- 35°18′00″N 1°08′00″W﻿ / ﻿35.3°N 1.133333°W
- Location: Algeria
- Region: Aïn Témouchent Province

= Albulae =

Albulae is an ancient city and former bishopric in Roman Africa. It remains a titular see of the Roman Catholic Church. It is identified with the modern town of Ain Temouchent, in present Algeria, near the Moroccan border.

== History ==
Albulae was initially important enough in the Roman province of Mauretania Caesariensis to become one of the suffragans of the Metropolitan Archbishopric for its capital, Caesarea Mauretaniae.

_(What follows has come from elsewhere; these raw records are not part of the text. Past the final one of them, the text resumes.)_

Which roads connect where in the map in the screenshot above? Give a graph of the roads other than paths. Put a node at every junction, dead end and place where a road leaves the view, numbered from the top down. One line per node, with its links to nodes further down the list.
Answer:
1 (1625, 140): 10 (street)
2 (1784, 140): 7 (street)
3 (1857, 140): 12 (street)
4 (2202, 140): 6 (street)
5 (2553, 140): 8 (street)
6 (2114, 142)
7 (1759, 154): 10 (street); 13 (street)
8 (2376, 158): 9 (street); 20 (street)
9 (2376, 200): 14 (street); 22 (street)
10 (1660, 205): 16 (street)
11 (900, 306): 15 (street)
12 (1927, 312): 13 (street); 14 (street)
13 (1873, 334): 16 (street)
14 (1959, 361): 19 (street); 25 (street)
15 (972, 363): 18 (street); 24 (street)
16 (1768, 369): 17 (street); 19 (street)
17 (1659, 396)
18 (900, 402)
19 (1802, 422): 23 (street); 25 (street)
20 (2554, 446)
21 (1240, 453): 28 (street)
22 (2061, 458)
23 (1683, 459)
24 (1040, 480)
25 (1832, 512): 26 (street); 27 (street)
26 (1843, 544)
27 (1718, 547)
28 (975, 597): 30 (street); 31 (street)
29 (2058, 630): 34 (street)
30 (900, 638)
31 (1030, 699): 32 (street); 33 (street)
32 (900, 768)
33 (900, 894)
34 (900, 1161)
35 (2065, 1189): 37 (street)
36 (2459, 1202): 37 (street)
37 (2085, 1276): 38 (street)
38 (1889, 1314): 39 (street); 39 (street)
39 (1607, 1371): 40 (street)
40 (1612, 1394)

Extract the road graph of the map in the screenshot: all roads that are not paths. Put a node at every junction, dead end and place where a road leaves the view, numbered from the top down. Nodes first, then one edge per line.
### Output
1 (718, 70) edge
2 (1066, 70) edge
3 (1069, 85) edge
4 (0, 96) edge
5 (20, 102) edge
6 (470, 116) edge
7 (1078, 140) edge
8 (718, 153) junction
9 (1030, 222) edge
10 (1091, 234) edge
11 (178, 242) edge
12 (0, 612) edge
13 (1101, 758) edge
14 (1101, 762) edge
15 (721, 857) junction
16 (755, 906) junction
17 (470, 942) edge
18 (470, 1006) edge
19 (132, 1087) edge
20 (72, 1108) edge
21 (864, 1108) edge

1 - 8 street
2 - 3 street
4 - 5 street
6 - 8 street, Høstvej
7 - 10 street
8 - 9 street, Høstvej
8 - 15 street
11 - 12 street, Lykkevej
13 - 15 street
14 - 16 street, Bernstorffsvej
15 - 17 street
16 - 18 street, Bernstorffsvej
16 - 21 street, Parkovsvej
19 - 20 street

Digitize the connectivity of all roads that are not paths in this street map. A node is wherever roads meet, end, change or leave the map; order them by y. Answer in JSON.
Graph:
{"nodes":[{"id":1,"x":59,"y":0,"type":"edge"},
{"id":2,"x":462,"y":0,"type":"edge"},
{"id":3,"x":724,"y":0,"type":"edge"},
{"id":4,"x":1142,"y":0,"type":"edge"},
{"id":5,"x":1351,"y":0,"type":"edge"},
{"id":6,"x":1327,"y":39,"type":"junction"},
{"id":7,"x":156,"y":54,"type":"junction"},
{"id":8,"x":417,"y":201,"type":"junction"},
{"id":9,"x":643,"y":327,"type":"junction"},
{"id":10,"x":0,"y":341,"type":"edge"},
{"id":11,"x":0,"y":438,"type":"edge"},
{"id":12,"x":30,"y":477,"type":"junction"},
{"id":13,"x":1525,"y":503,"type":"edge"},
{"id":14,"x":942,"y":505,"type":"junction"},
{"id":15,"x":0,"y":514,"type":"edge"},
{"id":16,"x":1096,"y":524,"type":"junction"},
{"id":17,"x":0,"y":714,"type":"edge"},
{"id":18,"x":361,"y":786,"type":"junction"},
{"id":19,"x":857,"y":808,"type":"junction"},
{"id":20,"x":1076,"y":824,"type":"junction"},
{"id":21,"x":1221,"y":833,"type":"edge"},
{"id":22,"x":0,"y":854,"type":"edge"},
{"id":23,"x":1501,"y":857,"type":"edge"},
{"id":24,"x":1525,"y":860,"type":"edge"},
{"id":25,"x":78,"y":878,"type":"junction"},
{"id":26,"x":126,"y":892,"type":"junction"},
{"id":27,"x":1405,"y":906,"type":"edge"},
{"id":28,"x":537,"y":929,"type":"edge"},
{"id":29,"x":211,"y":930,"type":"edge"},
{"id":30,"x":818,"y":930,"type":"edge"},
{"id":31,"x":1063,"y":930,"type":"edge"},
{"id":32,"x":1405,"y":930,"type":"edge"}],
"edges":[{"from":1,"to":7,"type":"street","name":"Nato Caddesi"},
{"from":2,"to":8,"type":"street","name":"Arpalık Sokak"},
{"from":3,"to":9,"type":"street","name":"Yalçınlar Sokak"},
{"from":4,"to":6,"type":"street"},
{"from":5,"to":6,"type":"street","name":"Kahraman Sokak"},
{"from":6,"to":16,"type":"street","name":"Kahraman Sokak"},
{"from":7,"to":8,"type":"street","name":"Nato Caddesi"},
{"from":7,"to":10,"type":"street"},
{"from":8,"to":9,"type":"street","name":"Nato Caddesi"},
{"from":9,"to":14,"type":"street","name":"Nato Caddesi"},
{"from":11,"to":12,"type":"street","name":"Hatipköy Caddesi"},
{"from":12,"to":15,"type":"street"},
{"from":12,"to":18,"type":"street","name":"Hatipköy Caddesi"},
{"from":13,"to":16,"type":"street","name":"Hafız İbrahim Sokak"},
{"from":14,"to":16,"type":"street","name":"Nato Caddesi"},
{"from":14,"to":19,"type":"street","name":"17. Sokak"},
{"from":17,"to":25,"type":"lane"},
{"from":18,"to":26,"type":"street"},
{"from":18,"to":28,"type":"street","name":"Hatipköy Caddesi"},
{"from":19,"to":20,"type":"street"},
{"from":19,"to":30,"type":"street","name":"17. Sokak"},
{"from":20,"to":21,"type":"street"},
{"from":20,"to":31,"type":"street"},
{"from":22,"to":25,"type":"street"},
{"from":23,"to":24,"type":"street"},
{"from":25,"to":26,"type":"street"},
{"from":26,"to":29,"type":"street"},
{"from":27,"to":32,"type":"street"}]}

However, its influence gradually waned.

== Titular bishopric ==
The diocese was nominally restored in 1933 as a Latin titular bishopric.

Titular bishops of Albulae, of the lowest (episcopal) rank, with an archiepiscopal exception, have been :
- Percival Caza (1948.08.11 – 1966.09.22), later Bishop of Valleyfield, Quebec
- Titular archbishop Edward Daniel Howard (1966.12.09 – 1983.01.02), as emeritate; previously Titular Bishop of Isauropolis (1923.12.23 – 1926.04.30), Auxiliary Bishop of Davenport (USA) (1923.12.23 – 1926.04.30), Metropolitan Archbishop of Oregon City (1926.04.30 – 1928.09.26),
Metropolitan Archbishop of Portland in Oregon (USA) (1928.09.26 – 1966.12.09)
- Vicente Credo Manuel, Divine Word Missionaries (S.V.D.) (1983.03.17 – 2007.08.18)
- João Carlos Seneme, Stigmatines (C.S.S.) (2007.10.17 – 2013.06.26), later Bishop of Toledo, Parana, Brazil
- Marco Eugênio Galrão Leite de Almeida (2013.09.25 - ... ), Auxiliary Bishop of São Salvador da Bahia (Brazil)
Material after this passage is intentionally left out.